Andrew, my clients say this all the time to me…when I’m not able to place any projects; when I finally find a home for a project; when the author hasn’t been able to write for a long season. Often they say, “Finally I’m making money for you!” I know some agents just look at the bottom line, but I weigh lots of elements when I look at the agent-author relationship. Not that the bottom line is inconsequential, but the relationships is more nuanced for me.
Janet, the depth and love in your relationship with your clients (and this community), as well as its Godly basis, comes through loud and clear in every post you write (and in the other Books and Such staff posts).
* You clients, and everyone here, are blessed by your grace, compassion, and wisdom, and privileged in your friendship.
Thank you giving us a peek into the agency’s history, Janet. Any new business venture has its moments of doubt. Your story is a beautiful affirmation that God had you and your clients were right where he wanted.

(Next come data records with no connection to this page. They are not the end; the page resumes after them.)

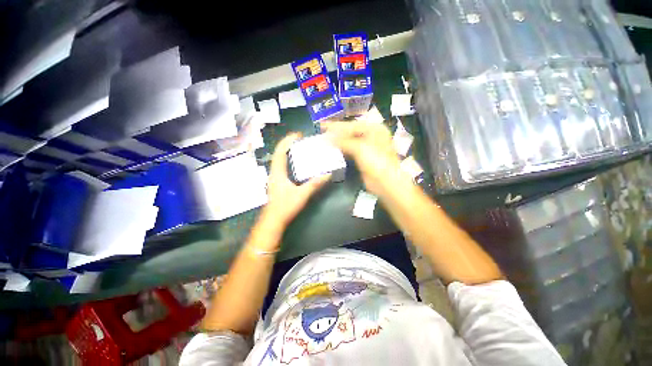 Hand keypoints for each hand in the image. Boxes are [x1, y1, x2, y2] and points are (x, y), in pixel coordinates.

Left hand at [264, 133, 330, 225]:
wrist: (273, 220)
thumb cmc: (285, 207)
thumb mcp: (302, 195)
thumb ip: (314, 184)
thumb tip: (327, 175)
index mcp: (278, 173)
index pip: (280, 152)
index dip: (287, 141)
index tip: (297, 135)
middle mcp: (274, 173)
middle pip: (278, 153)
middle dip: (287, 144)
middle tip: (300, 140)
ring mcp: (274, 178)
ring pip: (279, 160)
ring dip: (287, 151)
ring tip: (298, 148)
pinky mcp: (277, 182)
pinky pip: (281, 166)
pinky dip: (287, 160)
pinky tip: (295, 163)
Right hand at [322, 122, 408, 196]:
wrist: (384, 182)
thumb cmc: (375, 161)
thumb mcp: (359, 148)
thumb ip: (343, 141)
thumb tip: (328, 138)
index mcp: (374, 129)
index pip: (352, 125)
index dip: (337, 126)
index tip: (323, 125)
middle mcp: (372, 136)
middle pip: (351, 132)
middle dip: (336, 132)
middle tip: (322, 131)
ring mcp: (368, 147)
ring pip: (349, 141)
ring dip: (338, 141)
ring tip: (325, 140)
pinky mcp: (363, 158)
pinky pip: (350, 151)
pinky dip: (341, 150)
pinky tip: (332, 149) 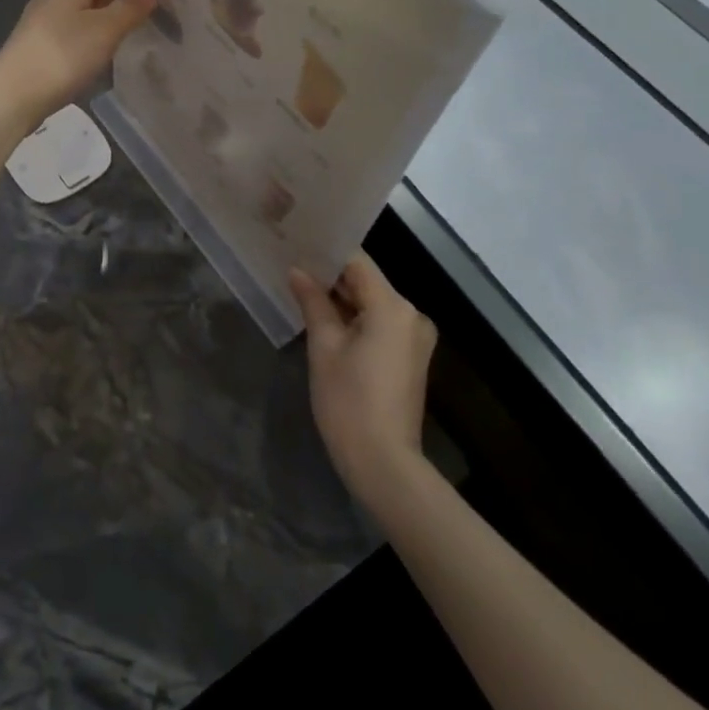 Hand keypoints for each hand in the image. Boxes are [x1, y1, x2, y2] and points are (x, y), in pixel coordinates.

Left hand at [0, 0, 156, 133]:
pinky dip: (91, 26)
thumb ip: (130, 8)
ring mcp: (43, 25)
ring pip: (78, 6)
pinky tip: (104, 38)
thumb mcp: (104, 30)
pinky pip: (72, 28)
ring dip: (102, 4)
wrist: (14, 95)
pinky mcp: (40, 49)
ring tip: (130, 8)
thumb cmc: (63, 54)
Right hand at [290, 251, 437, 505]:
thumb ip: (313, 302)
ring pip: (373, 302)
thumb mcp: (324, 346)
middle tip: (293, 267)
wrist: (384, 463)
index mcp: (392, 306)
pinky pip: (381, 322)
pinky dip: (357, 318)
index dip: (326, 252)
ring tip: (303, 289)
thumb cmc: (348, 401)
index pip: (357, 262)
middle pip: (367, 281)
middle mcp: (411, 314)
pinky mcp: (411, 356)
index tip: (297, 245)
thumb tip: (297, 271)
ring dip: (343, 298)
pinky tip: (327, 319)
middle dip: (332, 276)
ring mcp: (415, 336) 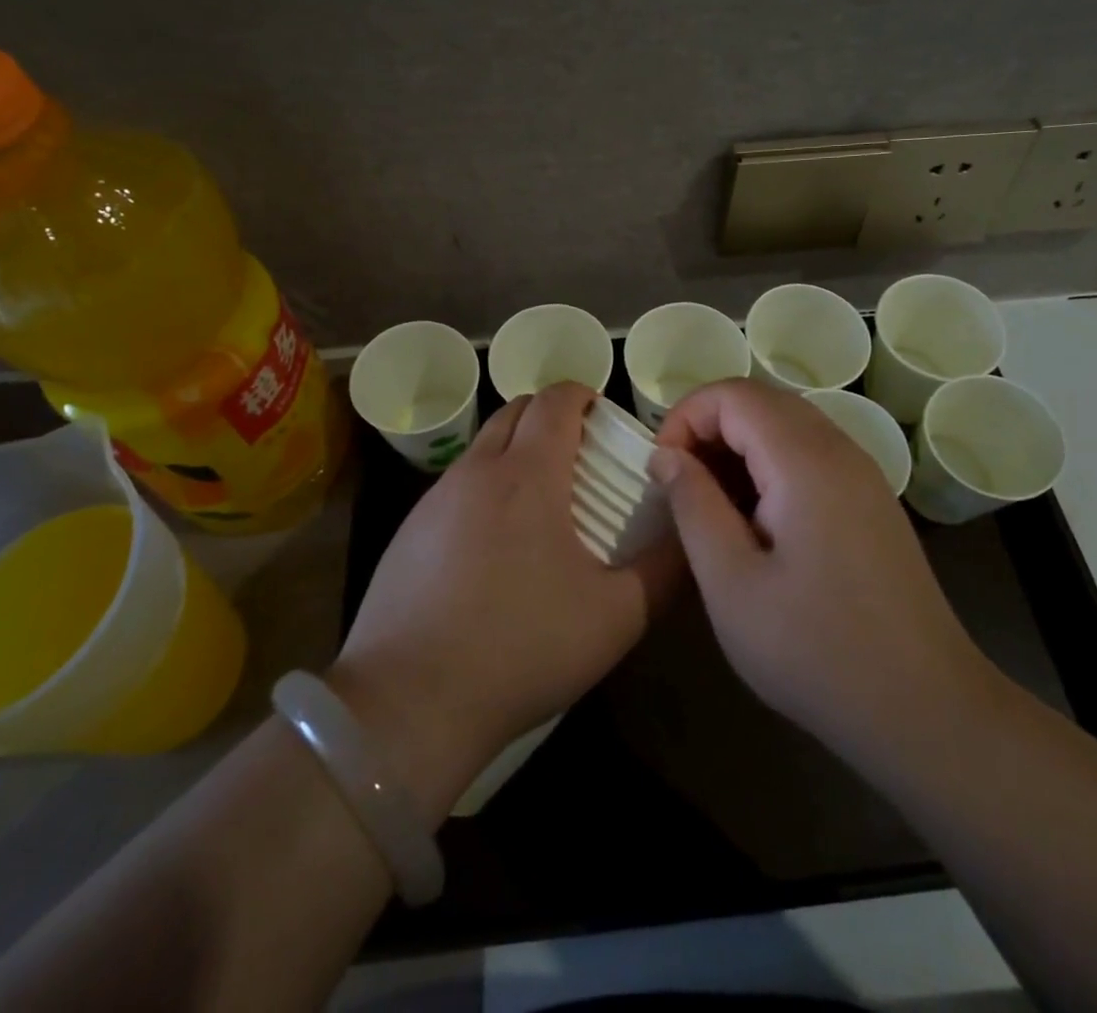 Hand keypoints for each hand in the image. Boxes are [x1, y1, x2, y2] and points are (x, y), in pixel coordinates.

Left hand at [332, 383, 679, 822]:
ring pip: (482, 447)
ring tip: (540, 504)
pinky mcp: (408, 531)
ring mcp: (435, 499)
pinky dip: (483, 489)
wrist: (410, 701)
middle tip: (579, 455)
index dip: (583, 395)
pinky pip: (455, 487)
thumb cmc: (522, 648)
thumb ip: (664, 569)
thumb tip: (688, 534)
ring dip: (514, 452)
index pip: (555, 399)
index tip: (603, 417)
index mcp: (528, 474)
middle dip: (549, 416)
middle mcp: (477, 470)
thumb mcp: (615, 616)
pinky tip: (493, 548)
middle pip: (515, 410)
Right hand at [652, 379, 991, 771]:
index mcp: (804, 460)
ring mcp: (862, 473)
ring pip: (785, 425)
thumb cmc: (816, 650)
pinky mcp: (870, 500)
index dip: (684, 417)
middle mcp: (839, 449)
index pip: (733, 394)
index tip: (660, 470)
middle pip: (760, 400)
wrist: (926, 709)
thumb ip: (693, 506)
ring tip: (708, 503)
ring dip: (737, 445)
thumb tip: (666, 455)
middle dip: (707, 427)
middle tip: (677, 484)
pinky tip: (754, 519)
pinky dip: (768, 464)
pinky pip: (809, 453)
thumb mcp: (731, 583) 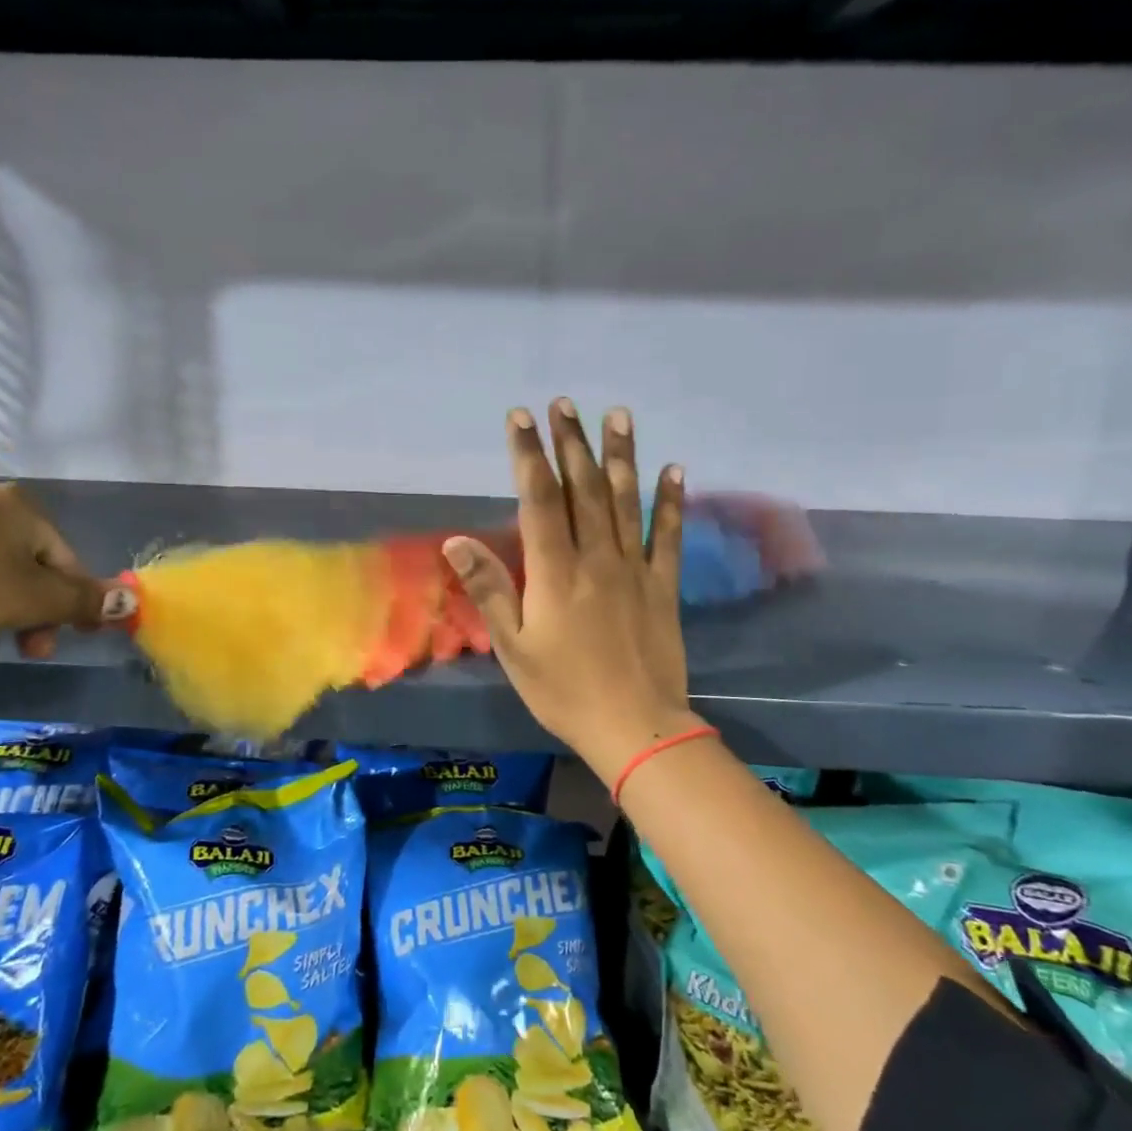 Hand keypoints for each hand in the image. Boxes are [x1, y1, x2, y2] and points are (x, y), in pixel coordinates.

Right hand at [444, 400, 705, 783]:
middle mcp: (596, 558)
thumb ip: (488, 590)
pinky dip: (671, 500)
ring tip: (617, 415)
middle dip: (571, 443)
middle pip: (583, 488)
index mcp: (555, 572)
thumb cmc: (563, 690)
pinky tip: (675, 469)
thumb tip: (456, 540)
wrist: (634, 726)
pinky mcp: (662, 585)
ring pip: (625, 500)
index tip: (521, 418)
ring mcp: (634, 568)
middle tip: (564, 404)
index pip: (539, 499)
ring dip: (620, 455)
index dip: (529, 455)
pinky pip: (668, 535)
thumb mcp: (513, 647) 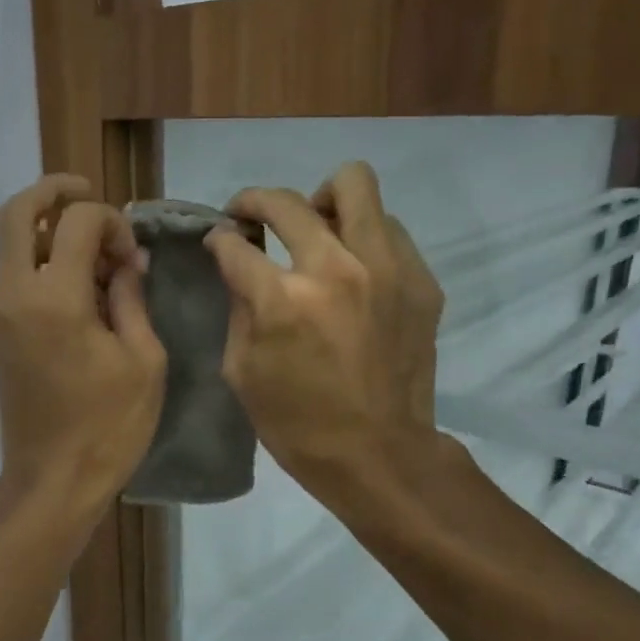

Yes, God, was at the heart of it all.
This brings tears to my eyes because the first thing I ask myself is … why I am bothering your agency? But your sweet words remind me that these amazing writers were and are just normal people … mothers, wives, friends. With ideas and the courage to put them down on paper. Congratulations and thank you for always offering hope. You all are so loved by this girl.
Shelli, how do we know your writing isn’t just as wonderful as any described here? Don’t let my next comment keep you from wearing turtlenecks, but I’ve read your blog. I think you have a true gift and fully expect you to be a success story someday.
Thank you, Carol.
Shelli, I’m so glad that Joanna, Cindy, Tricia and Dale never asked themselves why they were “bothering” me. ‘Tis no bother, ’tis our job and our joy.
We used Having a Mary Heart in a Martha World as the basis for a women’s retreat a couple of years ago. It is excellent. I can see why it continues to sell so well after so long. If must be a source of pleasure to be part of selling a book that helps so many people for so many years.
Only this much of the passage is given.